Wie um sein Argument zu unterstreichen, war plötzlich Flügelflattern zu hören. Ein Vogel, der sich zum Flug aufschwang. Wahrscheinlich war einer der beiden anderen in der Nähe über ein Nest gestolpert.

»Hast du das gehört?«, fragte Travis. »Sie kommen näher. Also hilfst du mir jetzt oder nicht?«

Hickle zögerte nur eine Sekunde, dann nickte er. »In Ordnung.«

»Also gut, eins nach dem andern. Wie wolltest du hier überhaupt wegkommen?«

»Ich wollte stromaufwärts laufen, bis Häuser kommen, und dann irgendwo ein Auto klauen. Und wenn ich keins finde, wollte ich mich im Wald verstecken, bis es sich ein bisschen beruhigt hat.«

»Kein guter Plan. Dauert viel zu lange und die Zeit arbeitet gegen dich. Du unterschätzt den Ernst der Lage. Das ist ein Riesending, Raymond, du bist in allen Nachrichten. Ich kann dir ganz genau sagen, was passiert.
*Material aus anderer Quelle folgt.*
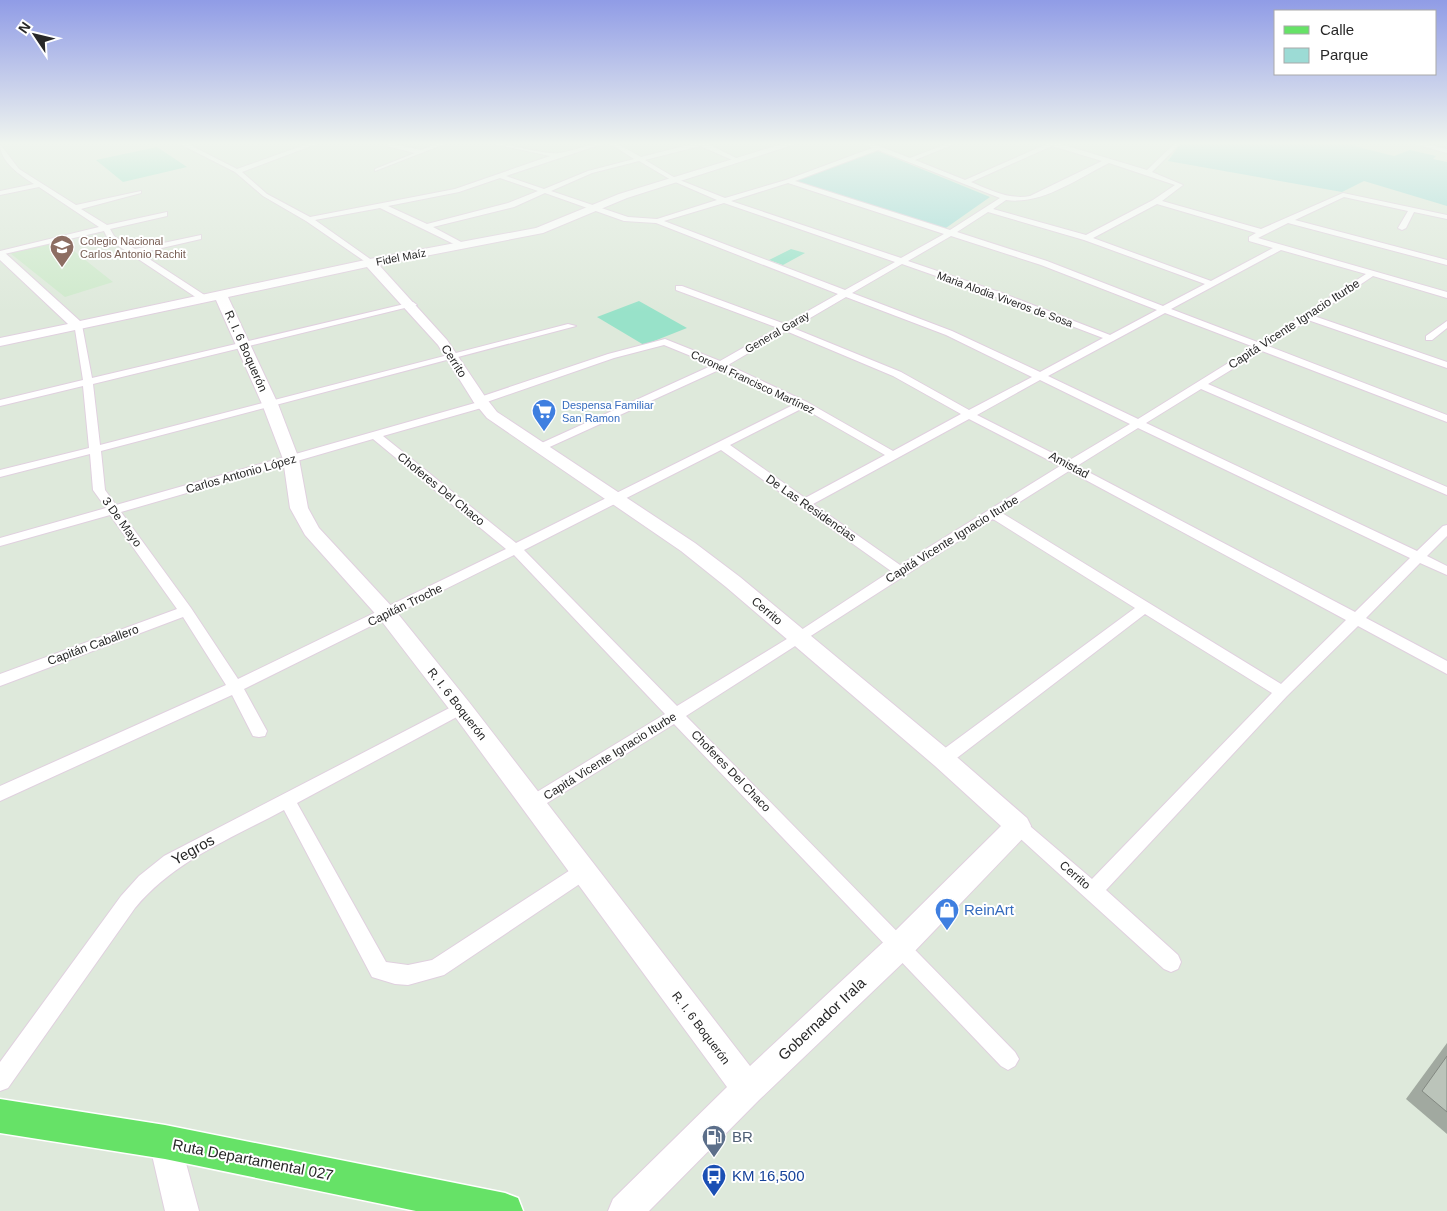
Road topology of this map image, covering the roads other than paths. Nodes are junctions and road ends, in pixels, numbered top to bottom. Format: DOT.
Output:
graph roads {
  1 [pos="62,200"];
  2 [pos="109,200"];
  3 [pos="273,200"];
  4 [pos="413,200"];
  5 [pos="523,200"];
  6 [pos="573,200"];
  7 [pos="616,200"];
  8 [pos="723,200"];
  9 [pos="844,200"];
  10 [pos="1004,200"];
  11 [pos="1160,200"];
  12 [pos="1333,200"];
  13 [pos="1364,200"];
  14 [pos="1156,202"];
  15 [pos="380,205"];
  16 [pos="75,208"];
  17 [pos="598,208"];
  18 [pos="988,210"];
  19 [pos="1412,210"];
  20 [pos="164,214"];
  21 [pos="1447,217"];
  22 [pos="309,219"];
  23 [pos="1287,220"];
  24 [pos="657,221"];
  25 [pos="426,226"];
  26 [pos="106,228"];
  27 [pos="1402,228"];
  28 [pos="1262,232"];
  29 [pos="949,234"];
  30 [pos="198,237"];
  31 [pos="1087,238"];
  32 [pos="460,245"];
  33 [pos="1278,248"];
  34 [pos="134,252"];
  35 [pos="0,254"];
  36 [pos="900,261"];
  37 [pos="370,263"];
  38 [pos="1447,263"];
  39 [pos="1370,275"];
  40 [pos="1212,284"];
  41 [pos="679,288"];
  42 [pos="843,293"];
  43 [pos="1447,295"];
  44 [pos="211,296"];
  45 [pos="413,306"];
  46 [pos="1166,309"];
  47 [pos="1308,316"];
  48 [pos="1447,324"];
  49 [pos="77,325"];
  50 [pos="571,326"];
  51 [pos="786,328"];
  52 [pos="1110,338"];
  53 [pos="1429,338"];
  54 [pos="0,342"];
  55 [pos="666,342"];
  56 [pos="245,346"];
  57 [pos="1261,347"];
  58 [pos="453,356"];
  59 [pos="721,365"];
  60 [pos="1447,366"];
  61 [pos="1042,377"];
  62 [pos="88,382"];
  63 [pos="1199,384"];
  64 [pos="0,403"];
  65 [pos="480,403"];
  66 [pos="270,404"];
  67 [pos="803,404"];
  68 [pos="970,415"];
  69 [pos="1447,419"];
  70 [pos="1138,423"];
  71 [pos="376,436"];
  72 [pos="722,445"];
  73 [pos="539,448"];
  74 [pos="96,449"];
  75 [pos="892,455"];
  76 [pos="291,459"];
  77 [pos="1069,465"];
  78 [pos="0,474"];
  79 [pos="1447,491"];
  80 [pos="616,498"];
  81 [pos="805,503"];
  82 [pos="114,510"];
  83 [pos="992,513"];
  84 [pos="1447,529"];
  85 [pos="0,542"];
  86 [pos="516,550"];
  87 [pos="1420,558"];
  88 [pos="1447,570"];
  89 [pos="900,571"];
  90 [pos="1144,608"];
  91 [pos="186,611"];
  92 [pos="387,614"];
  93 [pos="1356,618"];
  94 [pos="800,638"];
  95 [pos="1447,668"];
  96 [pos="0,680"];
  97 [pos="235,687"];
  98 [pos="1282,692"];
  99 [pos="461,708"];
  100 [pos="676,715"];
  101 [pos="259,731"];
  102 [pos="943,759"];
  103 [pos="0,794"];
  104 [pos="287,800"];
  105 [pos="533,803"];
  106 [pos="1018,826"];
  107 [pos="584,871"];
  108 [pos="1093,891"];
  109 [pos="901,945"];
  110 [pos="1171,962"];
  111 [pos="1008,1059"];
  112 [pos="0,1080"];
  113 [pos="748,1089"];
  114 [pos="0,1116"];
  115 [pos="166,1142"];
  116 [pos="182,1211"];
  117 [pos="505,1211"];
  118 [pos="625,1211"];
  1 -- 16 [label="street"];
  2 -- 16 [label="street"];
  3 -- 22 [label="street"];
  4 -- 15 [label="street"];
  5 -- 25 [label="street"];
  6 -- 17 [label="street"];
  7 -- 17 [label="street, Fidel Maíz"];
  8 -- 24 [label="street"];
  8 -- 36 [label="street, Maria Alodia Viveros de Sosa"];
  9 -- 29 [label="street"];
  10 -- 18 [label="street, General Garay"];
  11 -- 14 [label="street"];
  12 -- 23 [label="street"];
  13 -- 19 [label="street"];
  14 -- 28 [label="street"];
  14 -- 31 [label="street"];
  15 -- 22 [label="street"];
  15 -- 25 [label="street"];
  16 -- 26 [label="street"];
  17 -- 24 [label="street"];
  17 -- 32 [label="street, Fidel Maíz"];
  18 -- 29 [label="street, General Garay"];
  18 -- 31 [label="street"];
  19 -- 21 [label="street"];
  19 -- 27 [label="street"];
  20 -- 26 [label="street"];
  22 -- 37 [label="street"];
  23 -- 28 [label="street"];
  23 -- 38 [label="street"];
  24 -- 42 [label="street"];
  25 -- 32 [label="street"];
  26 -- 34 [label="street"];
  26 -- 35 [label="street"];
  28 -- 33 [label="street"];
  29 -- 36 [label="street, General Garay"];
  29 -- 46 [label="street"];
  30 -- 34 [label="street"];
  31 -- 40 [label="street"];
  32 -- 37 [label="street, Fidel Maíz"];
  33 -- 39 [label="street"];
  33 -- 40 [label="street"];
  34 -- 44 [label="street"];
  35 -- 49 [label="street"];
  36 -- 42 [label="street, General Garay"];
  36 -- 52 [label="street, Maria Alodia Viveros de Sosa"];
  37 -- 44 [label="street, Fidel Maíz"];
  37 -- 45 [label="street, Cerrito"];
  39 -- 43 [label="street"];
  39 -- 47 [label="street, Capitá Vicente Ignacio Iturbe"];
  40 -- 46 [label="street"];
  41 -- 51 [label="street, Amistad"];
  42 -- 51 [label="street, General Garay"];
  42 -- 61 [label="street"];
  44 -- 49 [label="street, Fidel Maíz"];
  44 -- 56 [label="street, R. I. 6 Boquerón"];
  45 -- 56 [label="street"];
  45 -- 58 [label="street, Cerrito"];
  46 -- 52 [label="street"];
  46 -- 57 [label="street"];
  47 -- 57 [label="street, Capitá Vicente Ignacio Iturbe"];
  47 -- 60 [label="street"];
  48 -- 53 [label="street"];
  49 -- 54 [label="street, Fidel Maíz"];
  49 -- 62 [label="street, 3 De Mayo"];
  50 -- 58 [label="street"];
  51 -- 59 [label="street, General Garay"];
  51 -- 68 [label="street, Amistad"];
  52 -- 61 [label="street"];
  55 -- 59 [label="street, Coronel Francisco Martínez"];
  55 -- 65 [label="street, Carlos Antonio López"];
  56 -- 62 [label="street"];
  56 -- 66 [label="street, R. I. 6 Boquerón"];
  57 -- 63 [label="street, Capitá Vicente Ignacio Iturbe"];
  57 -- 69 [label="street"];
  58 -- 65 [label="street, Cerrito"];
  58 -- 66 [label="street"];
  59 -- 67 [label="street, Coronel Francisco Martínez"];
  59 -- 73 [label="street, General Garay"];
  61 -- 68 [label="street"];
  61 -- 70 [label="street"];
  62 -- 64 [label="street"];
  62 -- 74 [label="street, 3 De Mayo"];
  63 -- 70 [label="street, Capitá Vicente Ignacio Iturbe"];
  63 -- 79 [label="street"];
  65 -- 71 [label="street, Carlos Antonio López"];
  65 -- 73 [label="street, Cerrito"];
  66 -- 74 [label="street"];
  66 -- 76 [label="street, R. I. 6 Boquerón"];
  67 -- 72 [label="street, Capitán Troche"];
  67 -- 75 [label="street, Coronel Francisco Martínez"];
  68 -- 75 [label="street"];
  68 -- 77 [label="street, Amistad"];
  70 -- 77 [label="street, Capitá Vicente Ignacio Iturbe"];
  70 -- 87 [label="street"];
  71 -- 76 [label="street, Carlos Antonio López"];
  71 -- 86 [label="street, Choferes Del Chaco"];
  72 -- 80 [label="street, Capitán Troche"];
  72 -- 81 [label="street, De Las Residencias"];
  73 -- 80 [label="street, Cerrito"];
  74 -- 78 [label="street"];
  74 -- 82 [label="street, 3 De Mayo"];
  75 -- 81 [label="street"];
  76 -- 82 [label="street, Carlos Antonio López"];
  76 -- 92 [label="street, R. I. 6 Boquerón"];
  77 -- 83 [label="street, Capitá Vicente Ignacio Iturbe"];
  77 -- 93 [label="street, Amistad"];
  80 -- 86 [label="street, Capitán Troche"];
  80 -- 94 [label="street, Cerrito"];
  81 -- 89 [label="street, De Las Residencias"];
  82 -- 85 [label="street, Carlos Antonio López"];
  82 -- 91 [label="street, 3 De Mayo"];
  83 -- 89 [label="street, Capitá Vicente Ignacio Iturbe"];
  83 -- 90 [label="street"];
  84 -- 87 [label="street"];
  86 -- 92 [label="street, Capitán Troche"];
  86 -- 100 [label="street, Choferes Del Chaco"];
  87 -- 88 [label="street"];
  87 -- 93 [label="street"];
  89 -- 94 [label="street, Capitá Vicente Ignacio Iturbe"];
  90 -- 98 [label="street"];
  90 -- 102 [label="street"];
  91 -- 96 [label="street, Capitán Caballero"];
  91 -- 97 [label="street, 3 De Mayo"];
  92 -- 97 [label="street, Capitán Troche"];
  92 -- 99 [label="street, R. I. 6 Boquerón"];
  93 -- 95 [label="street, Amistad"];
  93 -- 98 [label="street"];
  94 -- 100 [label="street, Capitá Vicente Ignacio Iturbe"];
  94 -- 102 [label="street, Cerrito"];
  97 -- 101 [label="street, 3 De Mayo"];
  97 -- 103 [label="street, Capitán Troche"];
  98 -- 108 [label="street"];
  99 -- 104 [label="street, Yegros"];
  99 -- 105 [label="street, R. I. 6 Boquerón"];
  100 -- 105 [label="street, Capitá Vicente Ignacio Iturbe"];
  100 -- 109 [label="street, Choferes Del Chaco"];
  102 -- 106 [label="street, Cerrito"];
  104 -- 107 [label="street"];
  104 -- 112 [label="street, Yegros"];
  105 -- 107 [label="street, R. I. 6 Boquerón"];
  106 -- 108 [label="street, Cerrito"];
  106 -- 109 [label="street, Gobernador Irala"];
  107 -- 113 [label="street, R. I. 6 Boquerón"];
  108 -- 110 [label="street, Cerrito"];
  109 -- 111 [label="street, Choferes Del Chaco"];
  109 -- 113 [label="street, Gobernador Irala"];
  113 -- 118 [label="street, Gobernador Irala"];
  114 -- 115 [label="main road, Ruta Departamental 027"];
  115 -- 116 [label="street"];
  115 -- 117 [label="main road, Ruta Departamental 027"];
}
Spätestens in einer Viertelstunde tauchen die Hubschrauber auf. Zuerst die vom Sheriff‘s Department, dann Fernsehen und Radio. Und einer von denen wird dich entdecken, entweder im Wasser oder im Wald. Und wenn nicht, dann spüren dich die Hunde auf. Spezialeinheiten. Das kennst du doch aus den Nachrichten, oder? Sie werden auf beiden Seiten des Highways Hunde einsetzen. Selbst wenn du durch den Bach läufst, das wird dir nichts nutzen. Dass sie im Wasser nichts riechen, ist nämlich ein Ammenmärchen.«

Offensichtlich hatte Hickle nicht an Hunde und Hubschrauber gedacht. Nervös leckte er sich die Lippen.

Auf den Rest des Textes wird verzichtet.